■ DATA FOR THIS TASK ■
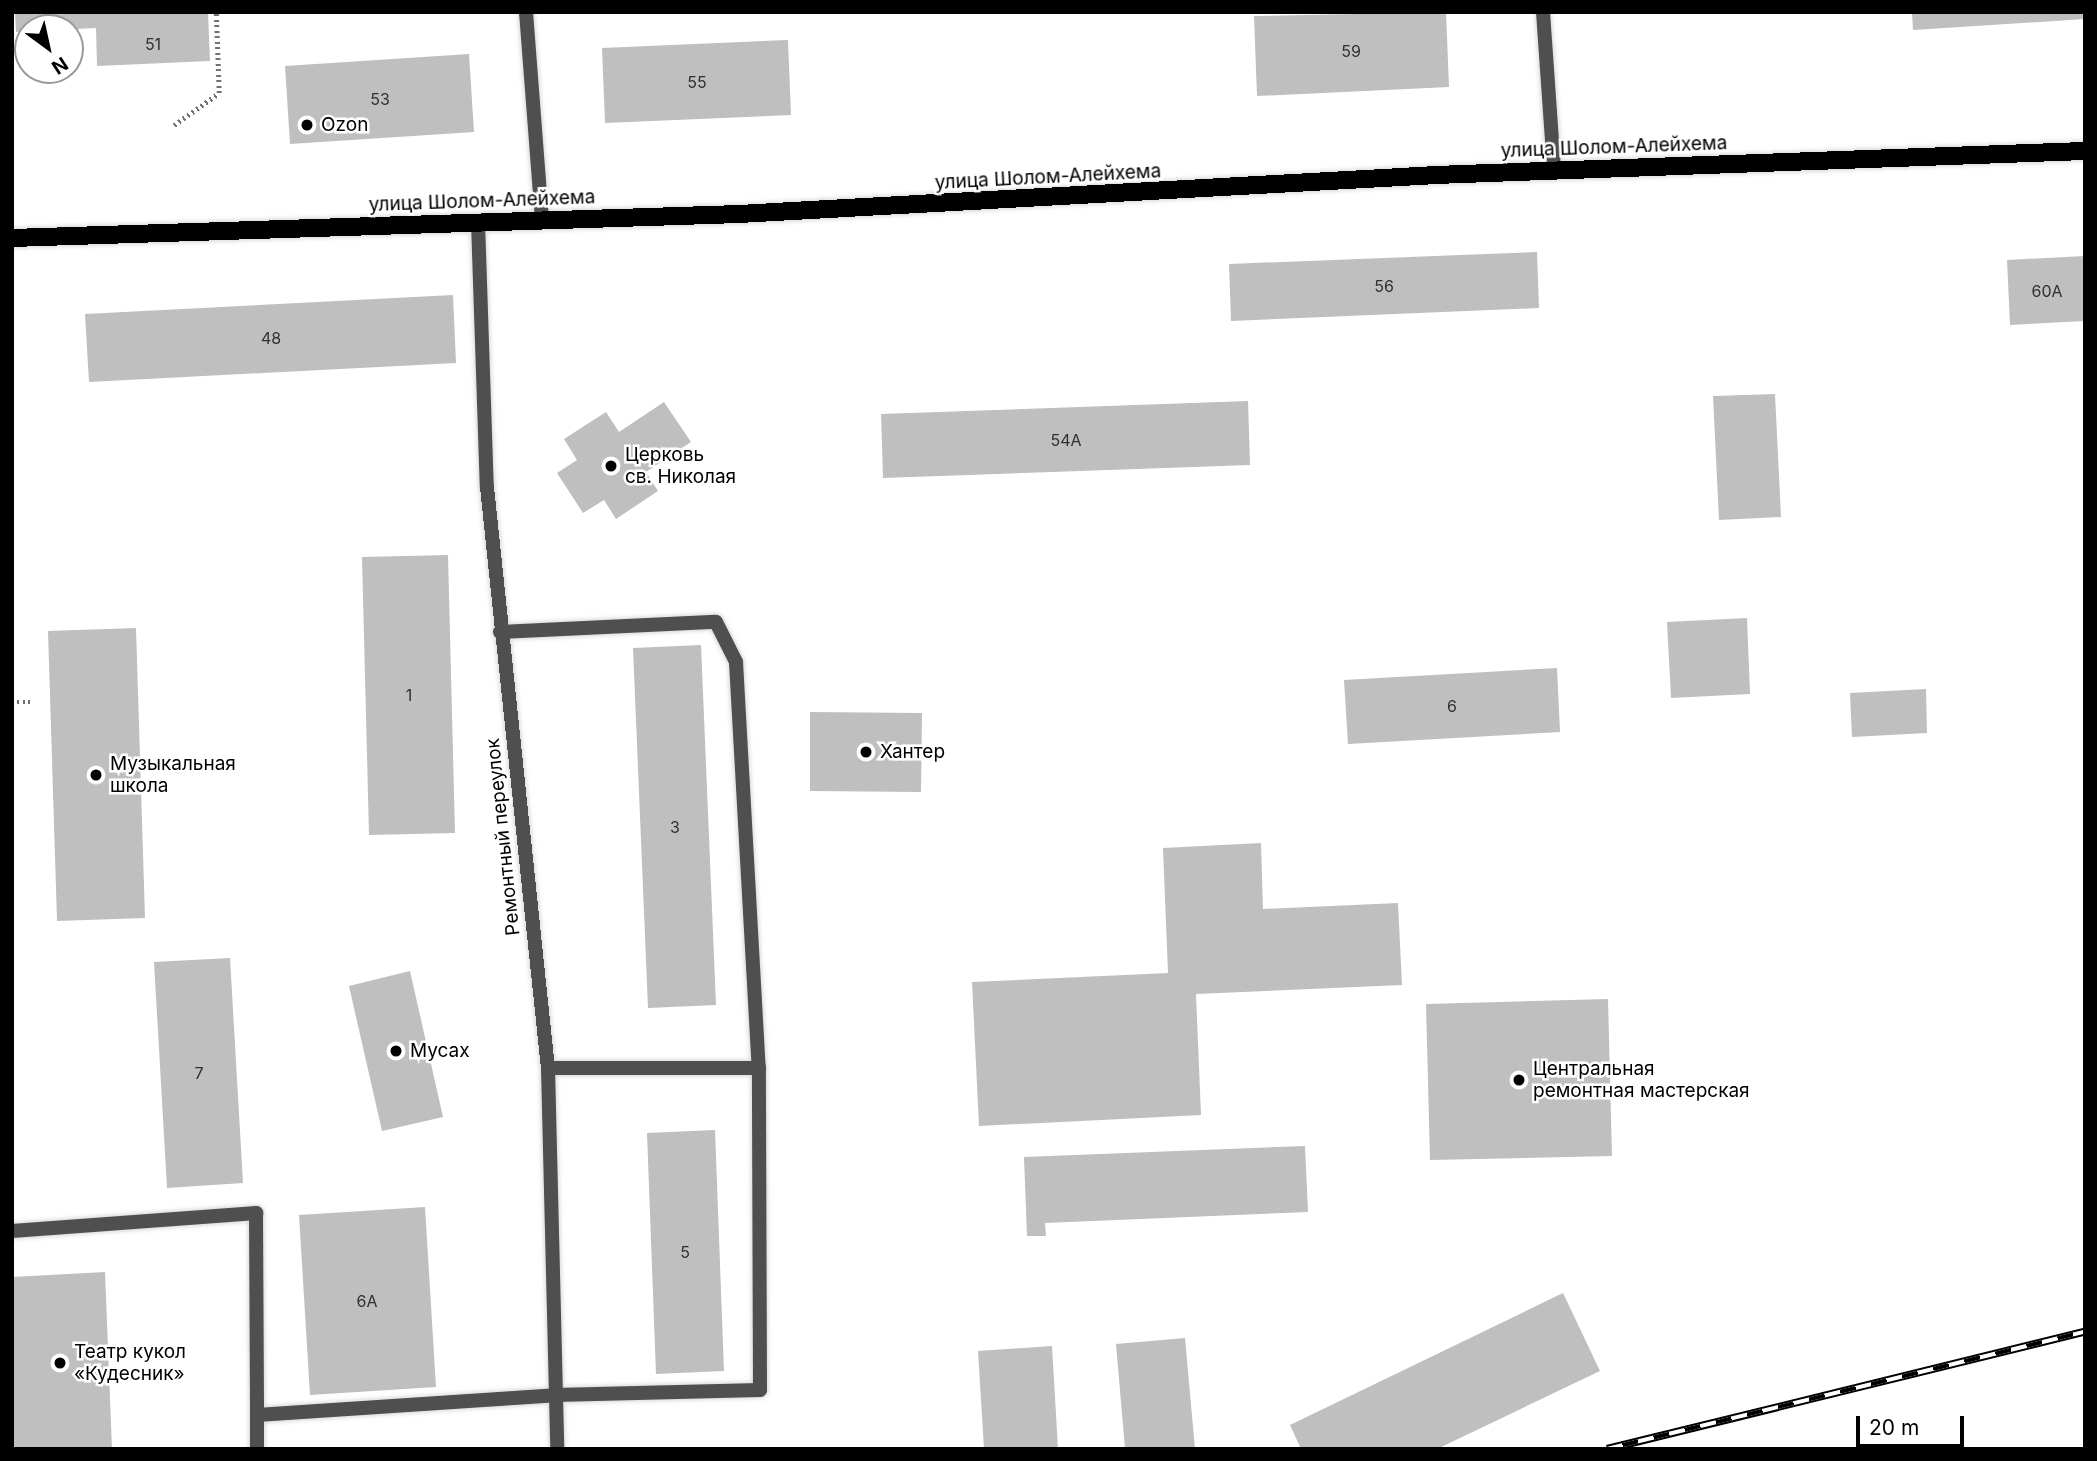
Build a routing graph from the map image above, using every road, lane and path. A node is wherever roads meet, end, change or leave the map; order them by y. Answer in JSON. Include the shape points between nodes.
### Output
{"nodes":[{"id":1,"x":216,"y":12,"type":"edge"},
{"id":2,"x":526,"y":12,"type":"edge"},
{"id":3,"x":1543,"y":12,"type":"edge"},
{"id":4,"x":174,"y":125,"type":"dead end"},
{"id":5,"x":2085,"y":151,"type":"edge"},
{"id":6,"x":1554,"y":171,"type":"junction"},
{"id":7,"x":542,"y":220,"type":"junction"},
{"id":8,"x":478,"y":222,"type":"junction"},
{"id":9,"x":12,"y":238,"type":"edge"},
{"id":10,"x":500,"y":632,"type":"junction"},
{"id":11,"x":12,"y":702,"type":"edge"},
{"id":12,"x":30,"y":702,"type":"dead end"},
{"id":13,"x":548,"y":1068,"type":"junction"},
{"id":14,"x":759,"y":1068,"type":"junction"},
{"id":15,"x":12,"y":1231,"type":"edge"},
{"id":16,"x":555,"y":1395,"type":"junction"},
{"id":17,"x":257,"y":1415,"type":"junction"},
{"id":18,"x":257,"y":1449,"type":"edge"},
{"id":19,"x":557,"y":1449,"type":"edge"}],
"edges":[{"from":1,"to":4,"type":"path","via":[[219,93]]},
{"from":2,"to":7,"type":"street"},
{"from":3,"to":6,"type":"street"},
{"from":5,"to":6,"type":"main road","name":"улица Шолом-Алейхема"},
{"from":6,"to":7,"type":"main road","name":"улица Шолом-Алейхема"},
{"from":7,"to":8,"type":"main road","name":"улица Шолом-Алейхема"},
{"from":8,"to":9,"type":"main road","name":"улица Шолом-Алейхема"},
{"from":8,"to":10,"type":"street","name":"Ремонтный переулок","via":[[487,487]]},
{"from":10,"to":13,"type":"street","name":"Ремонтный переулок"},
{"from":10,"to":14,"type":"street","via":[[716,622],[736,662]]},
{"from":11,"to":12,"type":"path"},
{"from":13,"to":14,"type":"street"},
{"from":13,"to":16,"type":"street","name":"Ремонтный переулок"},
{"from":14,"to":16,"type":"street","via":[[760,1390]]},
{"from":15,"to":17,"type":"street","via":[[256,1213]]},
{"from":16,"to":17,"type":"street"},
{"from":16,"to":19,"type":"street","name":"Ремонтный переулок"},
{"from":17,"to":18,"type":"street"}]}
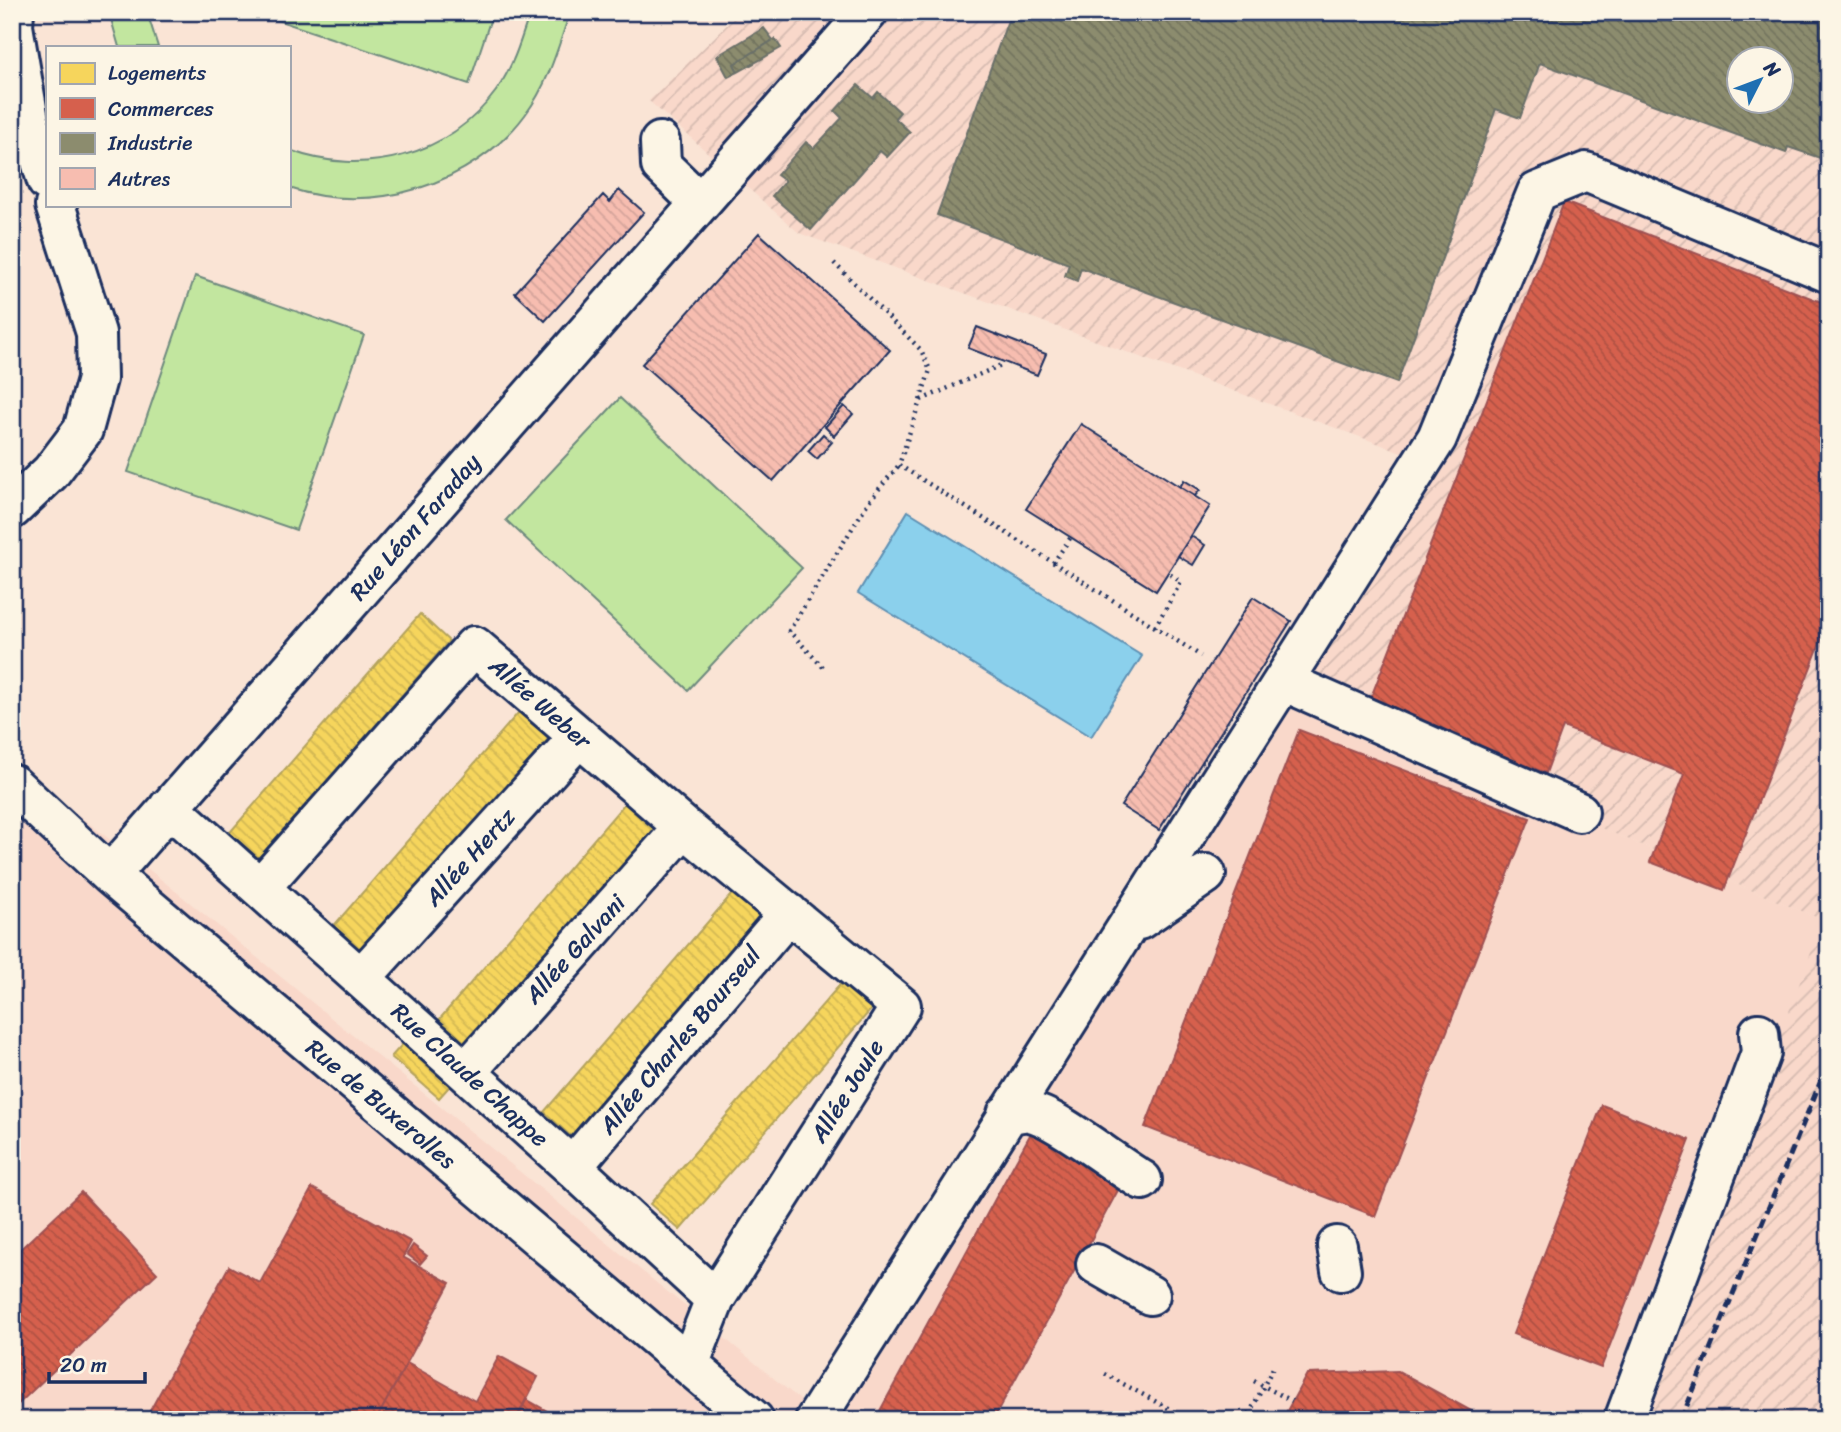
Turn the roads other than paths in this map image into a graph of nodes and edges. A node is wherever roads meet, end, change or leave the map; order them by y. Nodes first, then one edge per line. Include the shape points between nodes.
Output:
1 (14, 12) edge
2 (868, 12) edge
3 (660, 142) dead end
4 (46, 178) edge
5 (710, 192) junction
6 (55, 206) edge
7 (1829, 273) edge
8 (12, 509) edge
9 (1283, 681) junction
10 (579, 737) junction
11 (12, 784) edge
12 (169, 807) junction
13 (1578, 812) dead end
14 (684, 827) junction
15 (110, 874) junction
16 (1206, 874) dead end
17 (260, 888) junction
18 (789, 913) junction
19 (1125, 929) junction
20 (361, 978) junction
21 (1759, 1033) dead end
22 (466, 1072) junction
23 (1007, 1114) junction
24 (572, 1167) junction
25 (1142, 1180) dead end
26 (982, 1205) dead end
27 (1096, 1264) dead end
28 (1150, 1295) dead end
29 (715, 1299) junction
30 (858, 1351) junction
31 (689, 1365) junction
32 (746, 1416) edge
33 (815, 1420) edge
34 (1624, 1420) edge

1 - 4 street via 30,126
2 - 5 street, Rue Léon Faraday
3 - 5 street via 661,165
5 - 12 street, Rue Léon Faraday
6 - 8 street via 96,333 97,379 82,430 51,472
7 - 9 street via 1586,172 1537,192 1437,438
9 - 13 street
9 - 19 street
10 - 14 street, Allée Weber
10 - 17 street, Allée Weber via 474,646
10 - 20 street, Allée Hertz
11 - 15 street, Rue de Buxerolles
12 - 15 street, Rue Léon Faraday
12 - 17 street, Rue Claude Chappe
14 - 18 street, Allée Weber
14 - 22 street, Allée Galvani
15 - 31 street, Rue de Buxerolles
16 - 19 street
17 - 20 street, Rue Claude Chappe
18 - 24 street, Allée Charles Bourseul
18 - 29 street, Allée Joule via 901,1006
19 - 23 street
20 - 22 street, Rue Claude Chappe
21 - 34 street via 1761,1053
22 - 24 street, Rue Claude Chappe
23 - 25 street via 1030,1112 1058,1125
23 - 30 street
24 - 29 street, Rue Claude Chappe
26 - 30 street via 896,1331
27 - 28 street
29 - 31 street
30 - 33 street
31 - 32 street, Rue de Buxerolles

■ WORK INSTRUCTIONS ■
Gather every line from the listing above in which the word "shape" appears.

■ ANSWER BOX ■
Build a routing graph from the map image above, using every road, lane and path. A node is wherever roads meet, end, change or leave the map; order them by y. Answer in JSON. Include the shape points between nodes.
Turn the roads other than paths in this map image into a graph of nodes and edges. A node is wherever roads meet, end, change or leave the map; order them by y. Nodes first, then one edge per line. Include the shape points between nodes.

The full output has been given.